The first thing the viewer notices is that the language used by everyone on camera is full of profanity that must be bleeped out. Cursing, swearing, vulgarity, obscenity or profanity, whatever you want to call it, it is the use of base, demeaning, degrading language that substitutes for civil discourse in prisons.
The punishment for using this type of language in an earlier era, when we were young children, was for our mothers to wash our mouths out with soap for using such filthy words. Now it is so commonplace that the animated TV series ‘South Park’ on Comedy Central, about a group of fourth grade boys, did a whole episode about the socially acceptable and unacceptable usage of the word S#*T. The acceptable usages involved swearing while the unacceptable usage involved its scatological meaning.
The explicative most commonly used in Michigan prisons is F#*k, the ‘F’ bomb. It is a word that is used as a noun, pronoun, adjective, verb and adverb, yet has no meaning of its own in the context in which it is used. It is simply a substitution for words that have actual meaning. The result is a conversation that is devoid of meaning unless the context is known.
According to Webster’s Dictionary the word ‘Ineffable’ (pronounced in-ef-a-ble) is an adjective that means- beyond expression, indescribable or unutterable. This would be something like trying to describe the glory of God in heaven, sitting on his throne. It is the frustrations and limitations of human language that the Apostle John experienced when he wrote the Book of Revelations.
In contrast to this is the common, base, vulgar cursing of man: “F’ing this” or “F’ing that.” Where we profane God and his creation in a way that is beyond belief, inarticulate, and unprintable. What I call “F’able” language is the lingua franca of prison.
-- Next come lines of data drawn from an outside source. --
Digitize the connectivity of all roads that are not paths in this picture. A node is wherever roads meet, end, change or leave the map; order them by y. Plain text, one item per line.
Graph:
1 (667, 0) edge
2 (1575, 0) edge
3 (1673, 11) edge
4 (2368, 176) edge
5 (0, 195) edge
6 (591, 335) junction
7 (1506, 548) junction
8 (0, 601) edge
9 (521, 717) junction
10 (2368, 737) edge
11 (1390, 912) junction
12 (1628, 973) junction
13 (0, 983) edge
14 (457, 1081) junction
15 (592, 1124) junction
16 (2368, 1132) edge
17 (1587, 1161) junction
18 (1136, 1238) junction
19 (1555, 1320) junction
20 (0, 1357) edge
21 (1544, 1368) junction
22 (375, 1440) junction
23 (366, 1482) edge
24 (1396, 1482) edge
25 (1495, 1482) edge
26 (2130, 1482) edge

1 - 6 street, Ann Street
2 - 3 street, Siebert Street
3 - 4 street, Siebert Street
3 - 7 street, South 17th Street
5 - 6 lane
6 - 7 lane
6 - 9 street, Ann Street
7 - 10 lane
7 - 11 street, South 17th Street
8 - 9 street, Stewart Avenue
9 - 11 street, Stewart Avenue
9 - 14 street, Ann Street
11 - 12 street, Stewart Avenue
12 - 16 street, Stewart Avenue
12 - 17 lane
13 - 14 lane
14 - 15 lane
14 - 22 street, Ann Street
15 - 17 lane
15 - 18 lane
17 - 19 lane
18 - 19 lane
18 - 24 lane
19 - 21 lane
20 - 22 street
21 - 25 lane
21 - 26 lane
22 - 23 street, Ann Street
Dietrich Bonhoeffer, the German theologian executed by the Nazis for his role in the failed attempt to assassinate Adolf Hitler, in his personal writings published in his ‘Letters and Papers from Prison’ commented on the coarseness of the language used in every day conversation between inmates and inmates and inmates and guards. Since his time, I can only imagine that the degradation of the language has only gotten worse. However, I shall attempt to translate for the reader so that the meaning is clear while still conveying the underlying tenor and veracity of the reality experienced by those I represent.
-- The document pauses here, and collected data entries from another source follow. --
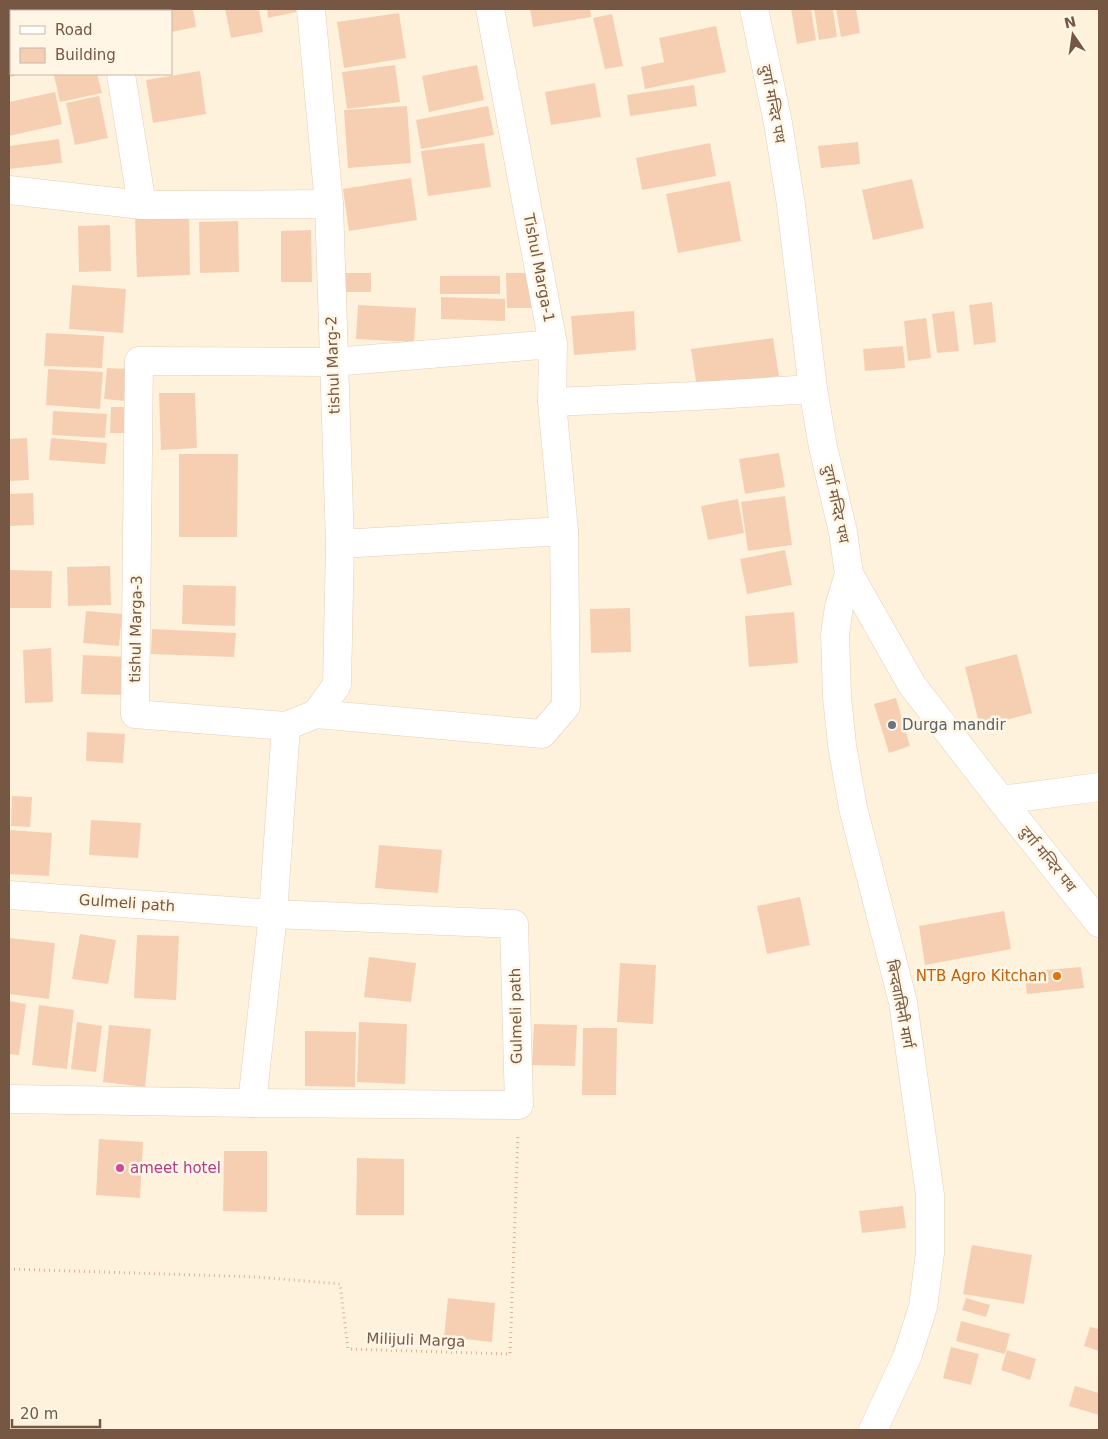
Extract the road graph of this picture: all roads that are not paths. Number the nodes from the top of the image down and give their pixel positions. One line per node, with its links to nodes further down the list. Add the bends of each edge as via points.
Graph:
1 (311, 9): 6 (street, tishul Marg-2)
2 (490, 9): 8 (street, Tishul Marga-1)
3 (754, 9): 10 (street, दुर्गा मन्दिर पथ, via 788,187)
4 (122, 75): 7 (street)
5 (9, 190): 7 (street)
6 (329, 204): 7 (street); 9 (street, tishul Marg-2)
7 (142, 205)
8 (553, 344): 9 (street); 11 (street, Tishul Marga-1)
9 (333, 362): 13 (street, tishul Marg-2); 16 (street, tishul Marga-3, via 139,361 135,714)
10 (813, 389): 11 (street); 14 (street, दुर्गा मन्दिर पथ)
11 (552, 402): 12 (street, Tishul Marga-1)
12 (564, 531): 13 (street); 15 (street, Tishul Marga-1, via 566,706 542,734)
13 (340, 544): 15 (street, tishul Marg-2, via 337,685)
14 (849, 574): 18 (street, दुर्गा मन्दिर पथ, via 912,685); 24 (street, बिन्दवासिनी मार्ग, via 835,634 842,745 853,808 903,1002 930,1194 930,1253 924,1306 907,1357)
15 (316, 714): 16 (street, tishul Marga-3)
16 (286, 726): 20 (street)
17 (1099, 787): 18 (street)
18 (1000, 800): 21 (street, दुर्गा मन्दिर पथ)
19 (9, 895): 20 (street, Gulmeli path)
20 (273, 914): 23 (street); 23 (street, Gulmeli path, via 514,924 519,1105)
21 (1099, 923)
22 (9, 1099): 23 (street)
23 (252, 1103)
24 (873, 1430)

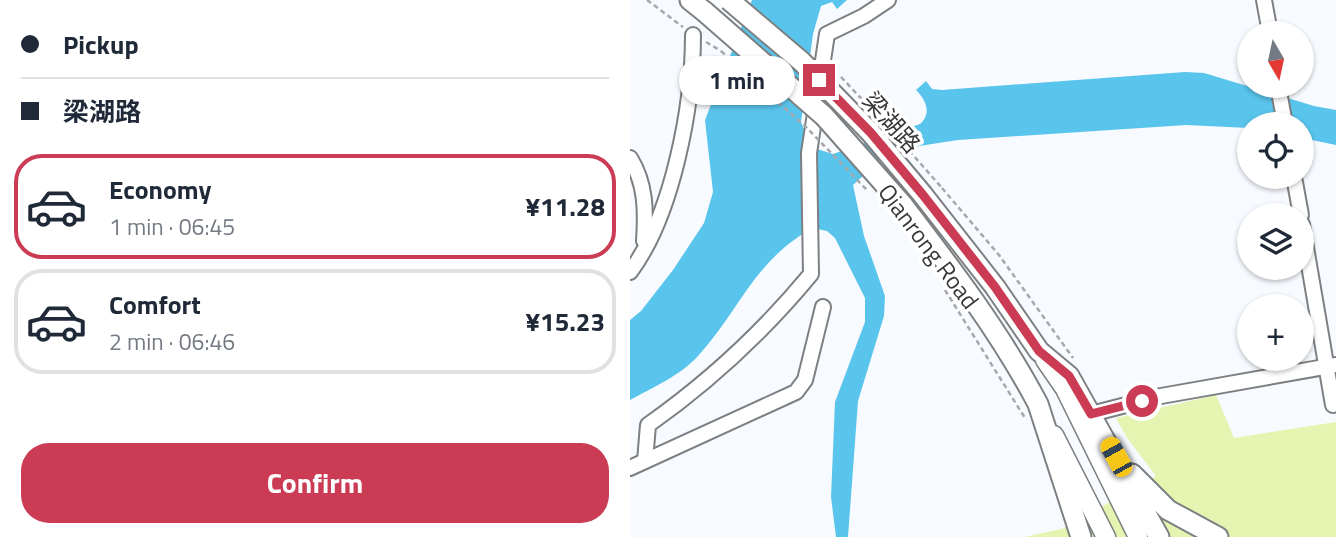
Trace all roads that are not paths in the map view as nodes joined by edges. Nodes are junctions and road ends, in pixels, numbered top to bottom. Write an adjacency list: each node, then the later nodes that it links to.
1 (729, 0): 12 (highway, 梁湖路, bridge)
2 (888, 0): 18 (street)
3 (1264, 0): 5 (street)
4 (698, 6): 15 (highway, bridge)
5 (1268, 21)
6 (693, 35): 8 (street)
7 (630, 158): 8 (street)
8 (644, 248): 9 (street)
9 (630, 272)
10 (1313, 280): 13 (street)
11 (823, 306): 18 (street)
12 (1039, 351): 16 (highway, 梁湖路); 24 (main road)
13 (1331, 366): 14 (street); 16 (street)
14 (1334, 405)
15 (1031, 411): 20 (highway); 23 (main road)
16 (1091, 414): 17 (highway, 梁湖路)
17 (1105, 437): 25 (highway); 26 (highway)
18 (645, 461): 19 (street)
19 (630, 468)
20 (1070, 496): 21 (main road); 22 (highway)
21 (1070, 537)
22 (1081, 537)
23 (1106, 537)
24 (1138, 537)
25 (1159, 537)
26 (1218, 537)

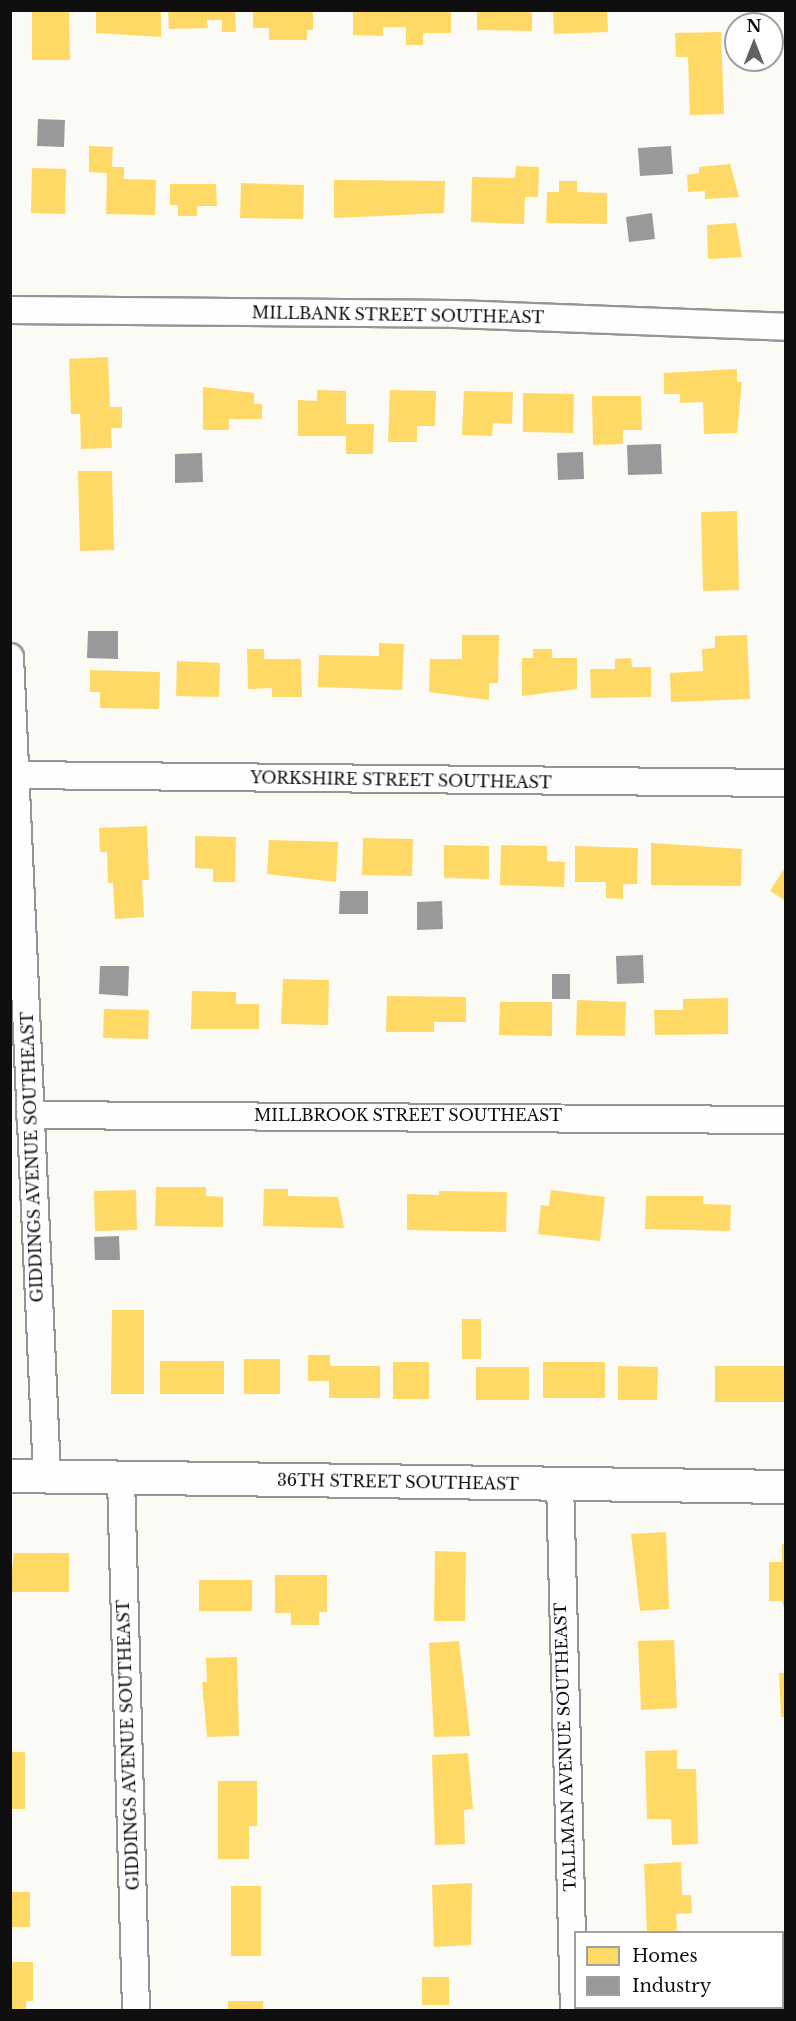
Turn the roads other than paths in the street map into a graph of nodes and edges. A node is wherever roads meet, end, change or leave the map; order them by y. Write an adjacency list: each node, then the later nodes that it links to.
1 (10, 310): 2 (street, MILLBANK STREET SOUTHEAST)
2 (786, 327)
3 (10, 657): 4 (street, GIDDINGS AVENUE SOUTHEAST)
4 (16, 775): 5 (street, YORKSHIRE STREET SOUTHEAST); 6 (street, GIDDINGS AVENUE SOUTHEAST)
5 (786, 783)
6 (30, 1115): 7 (street, MILLBROOK STREET SOUTHEAST); 9 (street, GIDDINGS AVENUE SOUTHEAST)
7 (786, 1119)
8 (10, 1476): 9 (street, 36TH STREET SOUTHEAST)
9 (47, 1476): 10 (street, 36TH STREET SOUTHEAST)
10 (121, 1479): 11 (street, 36TH STREET SOUTHEAST); 13 (street, GIDDINGS AVENUE SOUTHEAST)
11 (560, 1483): 12 (street, 36TH STREET SOUTHEAST); 14 (street, TALLMAN AVENUE SOUTHEAST)
12 (786, 1487)
13 (136, 2010)
14 (574, 2010)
The language used to describe prison and the prison experience is what hinders understanding. In Genesis 11 in the account of the Tower of Babel the Lord says in verse 6, “Look, they are one people, and they have all one language; and this is only the beginning of what they will do; nothing they propose to do will be impossible for them. Come let us go down, and confuse their language there, so that they will not understand one another’s speech.” The result was the project to build the tower ended and the people where scattered. Language became the barrier to unity of purpose because of misunderstanding. Now even though the English language is the national language we can’t understand each other because we aren’t one people. We are separated by more than experience and barbed wire, we are separated by attitudes, opinions, ignorance, and fear. Communication is the only way to overcome this situation and this blog is my humble attempt to contribute to better understanding in the hope that positive lasting change can be achieved to address a shameful aspect of our society.